# WORK TO BE COMPLETED
Since the pictures are not wanted, copy only the text of every record exactly.

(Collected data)
══════
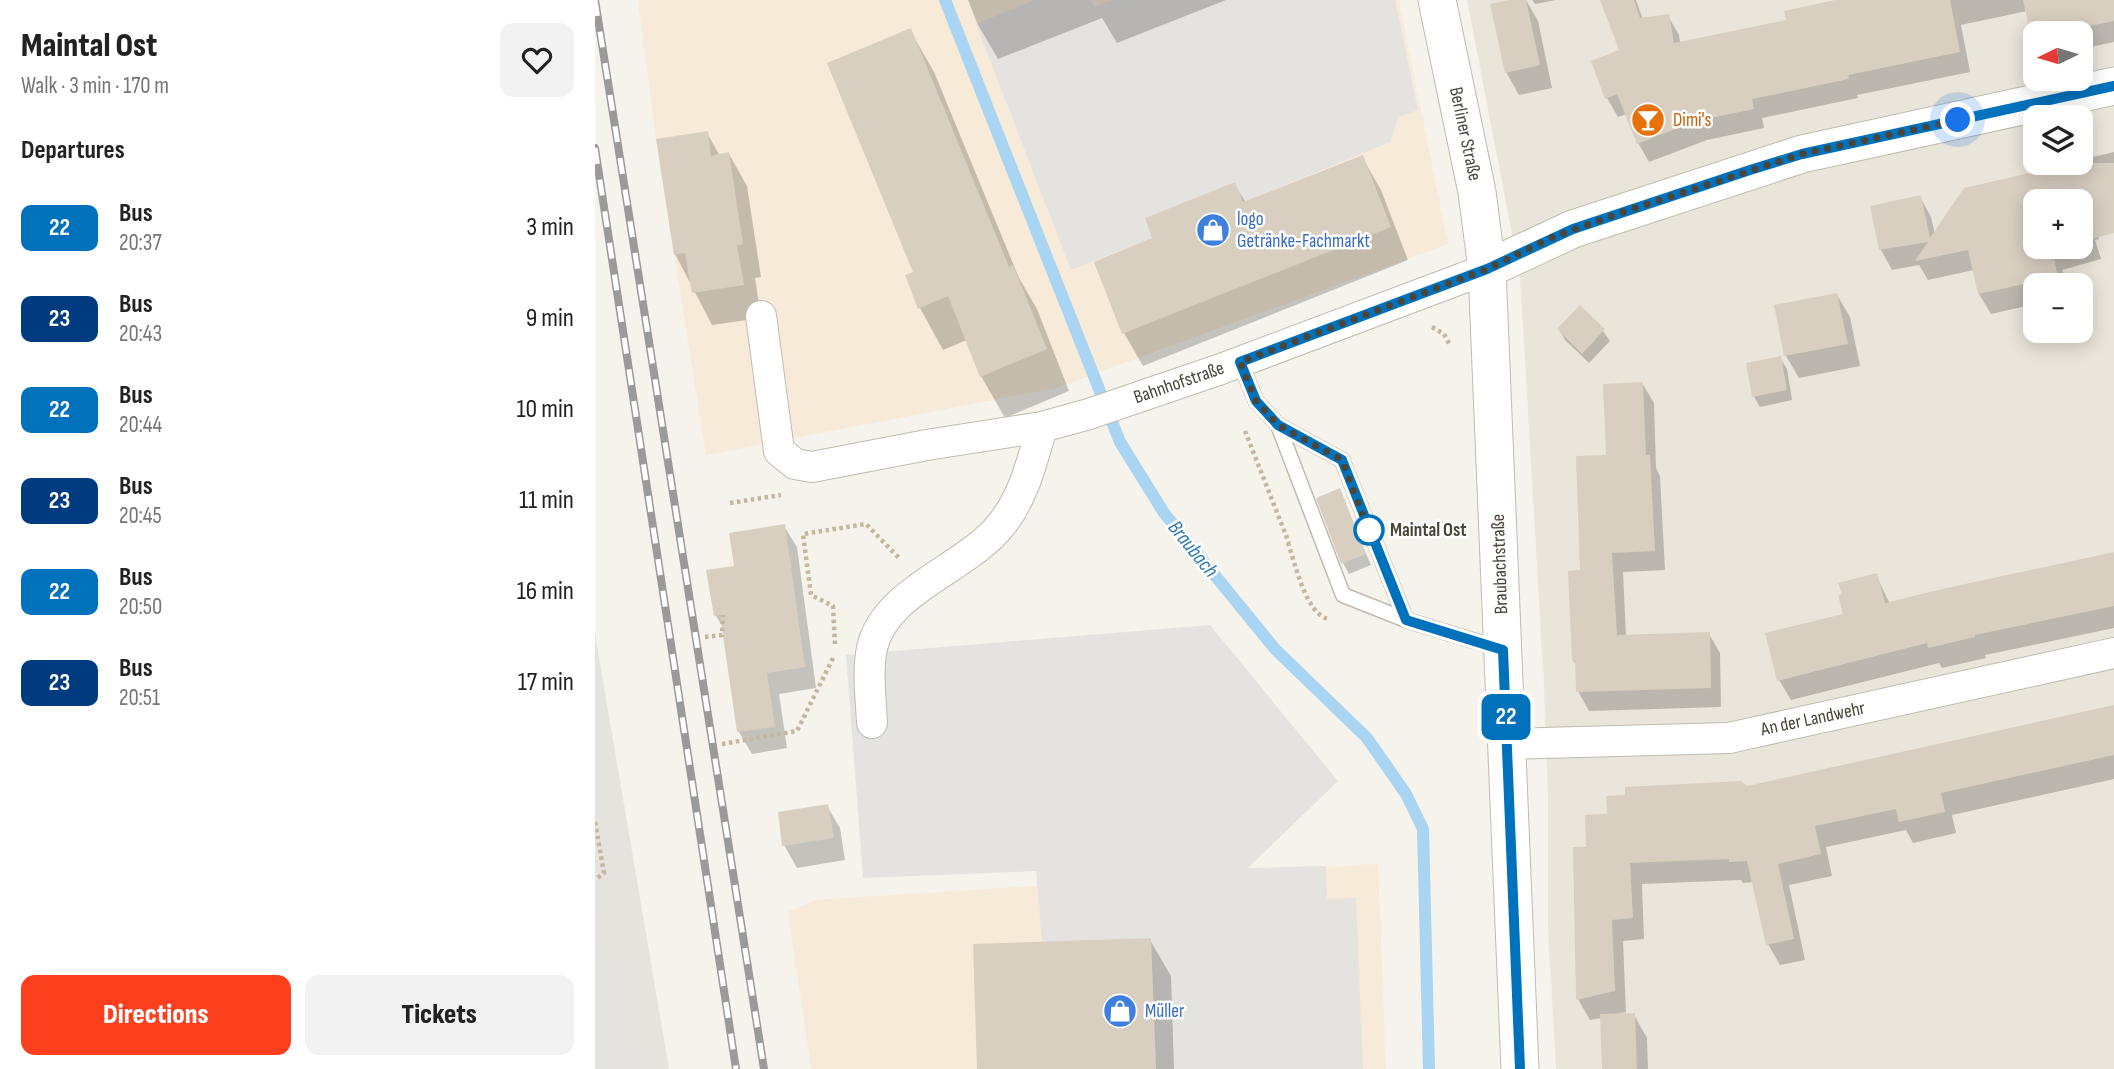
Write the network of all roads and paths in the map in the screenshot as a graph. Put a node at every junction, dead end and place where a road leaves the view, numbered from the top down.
1 (1437, 0) edge
2 (2114, 86) edge
3 (1487, 269) junction
4 (761, 316) dead end
5 (1427, 324) dead end
6 (1456, 355) dead end
7 (1240, 362) junction
8 (1278, 425) junction
9 (1042, 427) junction
10 (925, 586) junction
11 (723, 615) dead end
12 (1406, 620) junction
13 (705, 637) dead end
14 (1503, 650) junction
15 (2114, 653) edge
16 (872, 723) dead end
17 (722, 744) dead end
18 (1507, 744) junction
19 (595, 822) edge
20 (595, 880) edge
21 (1520, 1069) edge

1 - 3 street, Berliner Straße
2 - 3 street, Bahnhofstraße
3 - 7 street, Bahnhofstraße
3 - 14 street, Braubachstraße
4 - 9 street, Bahnhofstraße
5 - 6 path
7 - 8 lane
7 - 9 street, Bahnhofstraße
8 - 12 lane
8 - 12 lane
9 - 10 street
10 - 16 street
10 - 17 path
11 - 13 path
12 - 14 lane
14 - 18 street, Braubachstraße
15 - 18 street, An der Landwehr
18 - 21 street, Braubachstraße
19 - 20 path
══════
# YOUR SOLUTION
Write the network of all roads and paths in the map in the screenshot as a graph. Put a node at every junction, dead end and place where a road leaves the view, numbered from the top down.
1 (1437, 0) edge
2 (2114, 86) edge
3 (1487, 269) junction
4 (761, 316) dead end
5 (1427, 324) dead end
6 (1456, 355) dead end
7 (1240, 362) junction
8 (1278, 425) junction
9 (1042, 427) junction
10 (925, 586) junction
11 (723, 615) dead end
12 (1406, 620) junction
13 (705, 637) dead end
14 (1503, 650) junction
15 (2114, 653) edge
16 (872, 723) dead end
17 (722, 744) dead end
18 (1507, 744) junction
19 (595, 822) edge
20 (595, 880) edge
21 (1520, 1069) edge

1 - 3 street, Berliner Straße
2 - 3 street, Bahnhofstraße
3 - 7 street, Bahnhofstraße
3 - 14 street, Braubachstraße
4 - 9 street, Bahnhofstraße
5 - 6 path
7 - 8 lane
7 - 9 street, Bahnhofstraße
8 - 12 lane
8 - 12 lane
9 - 10 street
10 - 16 street
10 - 17 path
11 - 13 path
12 - 14 lane
14 - 18 street, Braubachstraße
15 - 18 street, An der Landwehr
18 - 21 street, Braubachstraße
19 - 20 path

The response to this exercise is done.